My Sides Hurt …
Scott Schamp, director of the New Media Institute at UGA’s Grady College, is teaching a class in Second Life this semester. It’s an experiment, of sorts, to see how a virtual world could be used for learning. Based on his latest blog entry, I think Dr. Schamp is in for a long and entertaining semester.
To quote:
But last Friday, I found myself saying things I never thought I would have to say. “Please don’t sit on the fountain during class. Don’t forget that everyone needs to wear clothes the next time we meet. And, please, try and remember not to fly during class time.”
I would like to think I keep a fairly tight reign on my classes, but my advanced students will tell tales that disprove that very quickly. (And probably create yet another Facebook group about the photojournalism sequence.) (Stop. Just, please, stop.) At least they all stay clothed.
Most of the time.
Regardless, I’m thinking I want to sit in on one of these. But I’m not sure where to sit …
One day your classes too will no longer be in “meat space” as he so appropriately dubs it. Are there newspapers in Second Life? Are they hiring?
Hey, we are learning your lessons and applying them in our PJ lives!

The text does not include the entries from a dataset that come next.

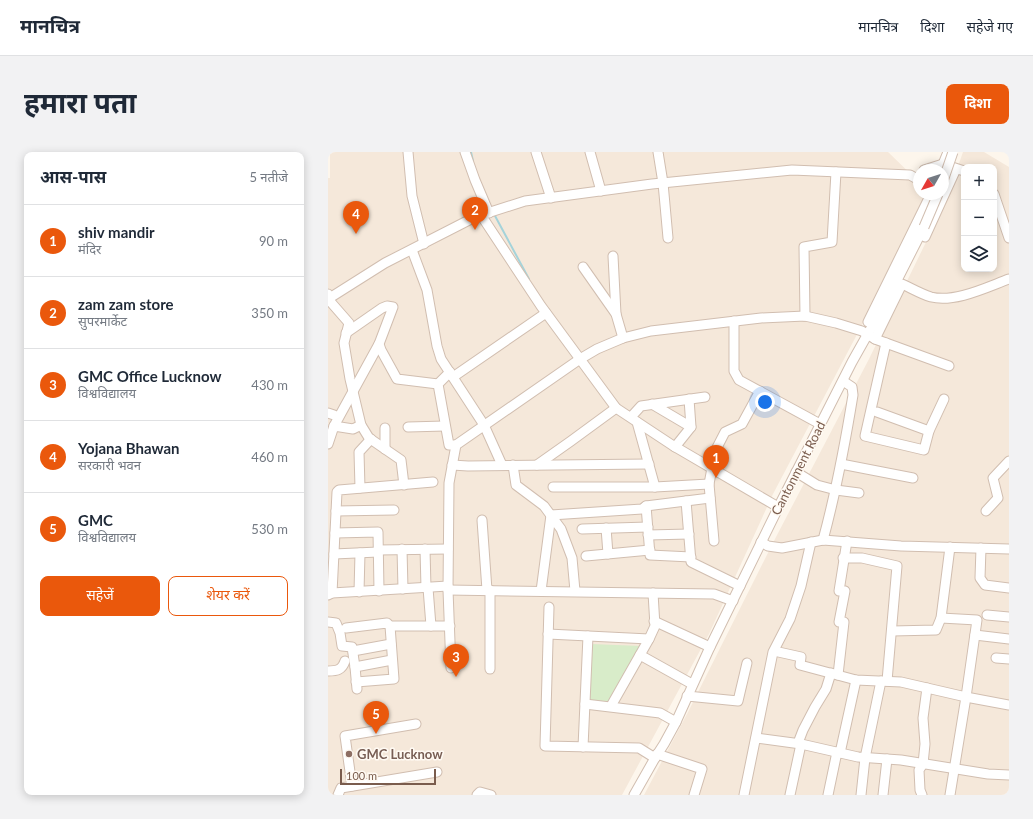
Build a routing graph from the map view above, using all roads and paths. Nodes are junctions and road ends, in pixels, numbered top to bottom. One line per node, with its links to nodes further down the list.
1 (408, 152): 27 (street)
2 (465, 152): 24 (street)
3 (536, 152): 18 (street)
4 (590, 152): 17 (street)
5 (658, 152): 16 (street)
6 (948, 152): 8 (street)
7 (953, 152): 9 (street, bridge)
8 (943, 164)
9 (949, 164)
10 (949, 168): 11 (street)
11 (960, 170): 23 (street)
12 (836, 172): 14 (street); 16 (street); 37 (street)
13 (913, 174): 14 (street)
14 (910, 175): 15 (street)
15 (913, 177)
16 (663, 183): 17 (street); 25 (street)
17 (601, 191): 18 (street)
18 (551, 198): 24 (street)
19 (928, 200): 40 (street)
20 (935, 200): 23 (street)
21 (935, 200): 40 (street, Cantonment Road, bridge)
22 (996, 200): 26 (street)
23 (939, 205): 32 (street)
24 (485, 214): 27 (street); 35 (street)
25 (668, 238)
26 (1009, 238)
27 (424, 244): 28 (street)
28 (412, 250): 34 (street); 46 (street)
29 (612, 256): 36 (street)
30 (583, 267): 36 (street)
31 (1009, 279): 32 (street)
32 (902, 284): 40 (street)
33 (328, 292): 34 (street)
34 (328, 299): 39 (street)
35 (546, 312): 44 (street); 46 (street)
36 (616, 314): 41 (street)
37 (805, 316): 38 (street); 40 (street)
38 (734, 321): 41 (street); 50 (street)
39 (346, 333): 43 (street); 49 (street)
40 (869, 335): 42 (street); 47 (street, Cantonment Road)
41 (622, 338): 44 (street)
42 (886, 343): 45 (street); 66 (street)
43 (379, 344): 48 (street); 49 (street)
44 (580, 359): 55 (street); 63 (street)
45 (949, 366)
46 (451, 374): 48 (street); 63 (street)
47 (843, 381): 58 (street, Cantonment Road); 74 (street)
48 (438, 384): 62 (street)
49 (353, 390): 59 (street); 60 (street)
50 (760, 392): 58 (street); 79 (street)
51 (705, 397): 52 (street)
52 (689, 399): 54 (street); 64 (street)
53 (944, 399): 66 (street)
54 (652, 404): 57 (street); 64 (street)
55 (616, 408): 57 (street); 78 (street)
56 (878, 412): 66 (street)
57 (634, 420): 70 (street); 73 (street)
58 (820, 424): 80 (street, Cantonment Road)
59 (361, 425): 60 (street); 67 (street)
60 (334, 426): 68 (street)
61 (408, 426): 62 (street)
62 (445, 426): 69 (street)
63 (484, 426): 69 (street); 76 (street)
64 (691, 427): 70 (street)
65 (385, 428): 71 (street)
66 (929, 431)
67 (371, 439): 71 (street); 86 (street)
68 (328, 444)
69 (456, 445): 75 (street)
70 (675, 447): 79 (street)
71 (385, 449): 84 (street)
72 (1009, 461): 96 (street)
73 (648, 464): 78 (street); 85 (street)
74 (841, 464): 81 (street); 88 (street)
75 (452, 465): 76 (street); 113 (street)
76 (502, 465): 77 (street)
77 (513, 465): 78 (street); 97 (street)
78 (537, 465)
79 (710, 467): 83 (street); 93 (street)
80 (796, 472): 88 (street); 93 (street, Cantonment Road)
81 (913, 478)
82 (433, 482): 84 (street)
83 (709, 484): 85 (street); 90 (street)
84 (404, 485): 86 (street)
85 (655, 487): 87 (street)
86 (360, 488): 95 (street)
87 (553, 488)
88 (836, 490): 89 (street); 104 (street)
89 (859, 494)
90 (710, 498): 91 (street); 105 (street)
91 (686, 501): 92 (street); 103 (street)
92 (646, 506): 97 (street); 101 (street)
93 (778, 507): 106 (street, Cantonment Road)
94 (394, 510): 95 (street)
95 (336, 511): 102 (street)
96 (986, 511)
97 (550, 515): 130 (street); 131 (street)
98 (482, 520): 128 (street)
99 (606, 528): 100 (street); 101 (street); 119 (street)
100 (582, 529)
101 (648, 530): 103 (street); 115 (street)
102 (335, 533): 116 (street); 118 (street)
103 (689, 534): 121 (street)
104 (823, 540): 107 (street); 108 (street)
105 (714, 541)
106 (761, 542): 107 (street); 123 (street, Cantonment Road)
107 (811, 542): 154 (street)
108 (847, 542): 109 (street); 122 (street)
109 (950, 547): 110 (street); 139 (street)
110 (981, 548): 114 (street); 126 (street)
111 (402, 549): 112 (street); 116 (street); 127 (street)
112 (425, 549): 113 (street); 124 (street)
113 (448, 549): 125 (street)
114 (1009, 549)
115 (650, 550): 119 (street); 121 (street)
116 (378, 551): 117 (street); 129 (street)
117 (360, 553): 118 (street); 132 (street)
118 (334, 554): 134 (street)
119 (608, 554): 120 (street)
120 (586, 556)
121 (691, 557): 123 (street)
122 (843, 558): 146 (street); 166 (street)
123 (740, 586): 135 (street, Cantonment Road)
124 (427, 588): 125 (street); 127 (street); 143 (street)
125 (448, 588): 128 (street); 144 (street)
126 (1009, 588)
127 (403, 589): 129 (street)
128 (489, 590): 130 (street); 164 (street)
129 (378, 591): 132 (street)
130 (541, 591): 131 (street)
131 (575, 591): 133 (street)
132 (359, 592): 134 (street)
133 (653, 593): 135 (street); 140 (street)
134 (330, 594)
135 (733, 601): 153 (street, Cantonment Road)
136 (548, 608): 147 (street)
137 (987, 615): 138 (street)
138 (1009, 617)
139 (941, 618): 146 (street); 148 (street)
140 (654, 621): 150 (street); 153 (street)
141 (328, 622): 155 (street)
142 (390, 626): 143 (street); 145 (street); 152 (street)
143 (431, 626): 144 (street)
144 (450, 626): 163 (street)
145 (346, 628)
146 (892, 631): 168 (street)
147 (548, 634): 149 (street); 180 (street)
148 (975, 635): 151 (street); 172 (street)
149 (588, 636): 150 (street); 173 (street)
150 (649, 639): 156 (street)
151 (1009, 639)
152 (391, 644): 155 (street); 159 (street)
153 (710, 647): 169 (street, Cantonment Road)
154 (774, 650): 166 (street); 178 (street)
155 (353, 651): 162 (street)
156 (640, 655): 169 (street); 175 (street)
157 (996, 658): 158 (street)
158 (1009, 658)
159 (392, 660): 162 (street); 162 (street)
160 (345, 662): 165 (street)
161 (747, 663): 171 (street)
162 (355, 667)
163 (452, 668)
164 (490, 669)
165 (328, 670)
166 (834, 674): 167 (street); 179 (street)
167 (856, 680): 168 (street); 181 (street)
168 (884, 681): 170 (street); 183 (street)
169 (692, 684): 171 (street, Cantonment Road)
170 (927, 688): 172 (street); 185 (street)
171 (687, 696): 176 (street, Cantonment Road)
172 (966, 697): 174 (street); 186 (street)
173 (585, 704): 175 (street); 180 (street)
174 (1009, 705)
175 (611, 706): 176 (street)
176 (676, 722): 182 (street, Cantonment Road)
177 (416, 724): 189 (street)
178 (756, 738): 179 (street); 196 (street)
179 (800, 744): 181 (street); 197 (street)
180 (583, 747): 182 (street)
181 (838, 753): 183 (street); 198 (street)
182 (658, 756): 193 (street, Cantonment Road); 194 (street, Cantonment Road); 195 (street)
183 (865, 758): 184 (street); 199 (street)
184 (887, 759): 185 (street); 200 (street)
185 (923, 764): 186 (street); 201 (street)
186 (954, 769): 188 (street); 202 (street)
187 (437, 772): 189 (street)
188 (1009, 775)
189 (352, 786): 190 (street)
190 (338, 795)
191 (476, 795): 192 (street)
192 (491, 795)
193 (634, 795)
194 (640, 795)
195 (694, 795)
196 (744, 795)
197 (790, 795)
198 (828, 795)
199 (861, 795)
200 (883, 795)
201 (922, 795)
202 (950, 795)

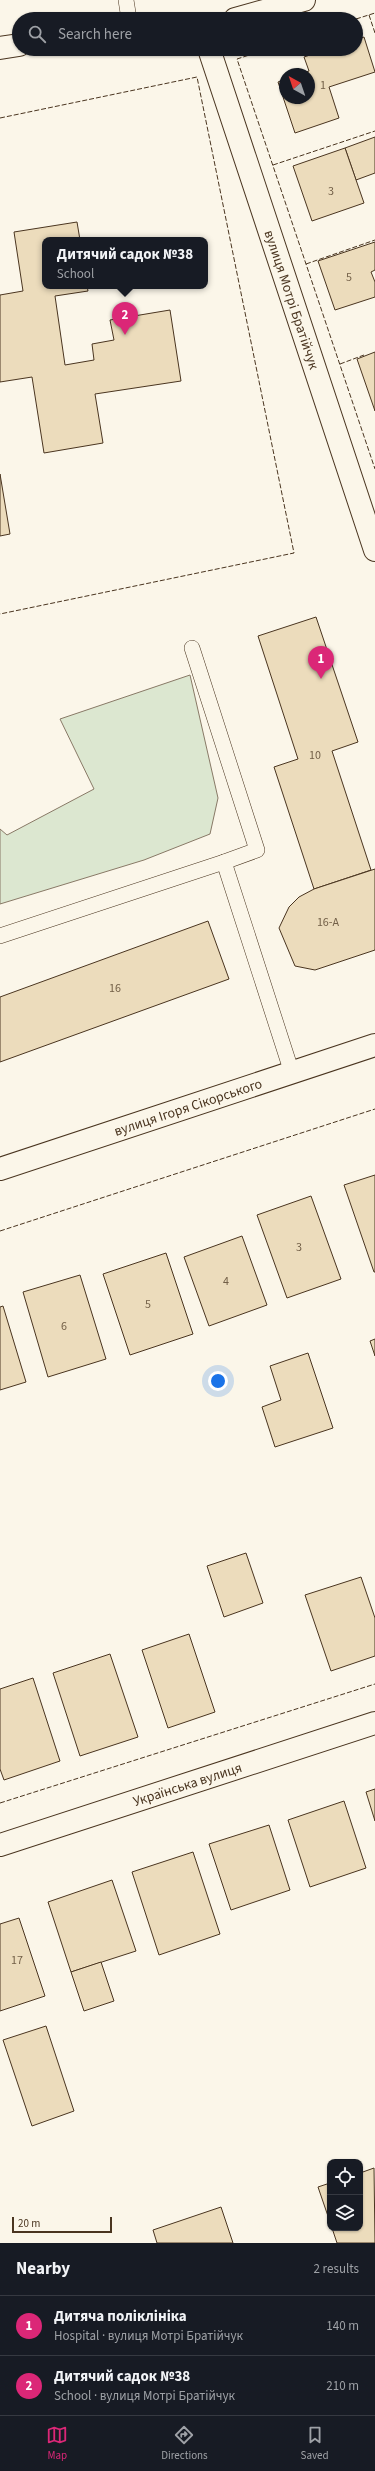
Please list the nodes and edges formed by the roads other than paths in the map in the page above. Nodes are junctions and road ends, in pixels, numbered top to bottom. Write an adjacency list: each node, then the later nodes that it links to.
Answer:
1 (126, 0): 3 (lane)
2 (304, 0): 4 (street)
3 (128, 12)
4 (260, 12)
5 (12, 46): 6 (street)
6 (0, 48)
7 (211, 56): 8 (street, вулиця Мотрі Братійчук)
8 (375, 550)
9 (192, 648): 10 (lane)
10 (224, 862): 11 (lane); 13 (lane)
11 (0, 936)
12 (375, 1045): 13 (street, вулиця Ігоря Сікорського)
13 (292, 1072): 14 (street, вулиця Ігоря Сікорського)
14 (0, 1169)
15 (375, 1723): 16 (street, Українська вулиця)
16 (0, 1845)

What more could you want?
That’s pretty insane. I’ve heard of politicians speaking in Second Life, but this is a neat experiment.
I’m so coming to class without pants on Thursday. I was already considering it, but now it’s settled.
Mark,
Columns is doing a story on this class, and maybe he was saying these things because a reporter was actually taking the class at the time.
The lead to the front page story is about refraining from flying.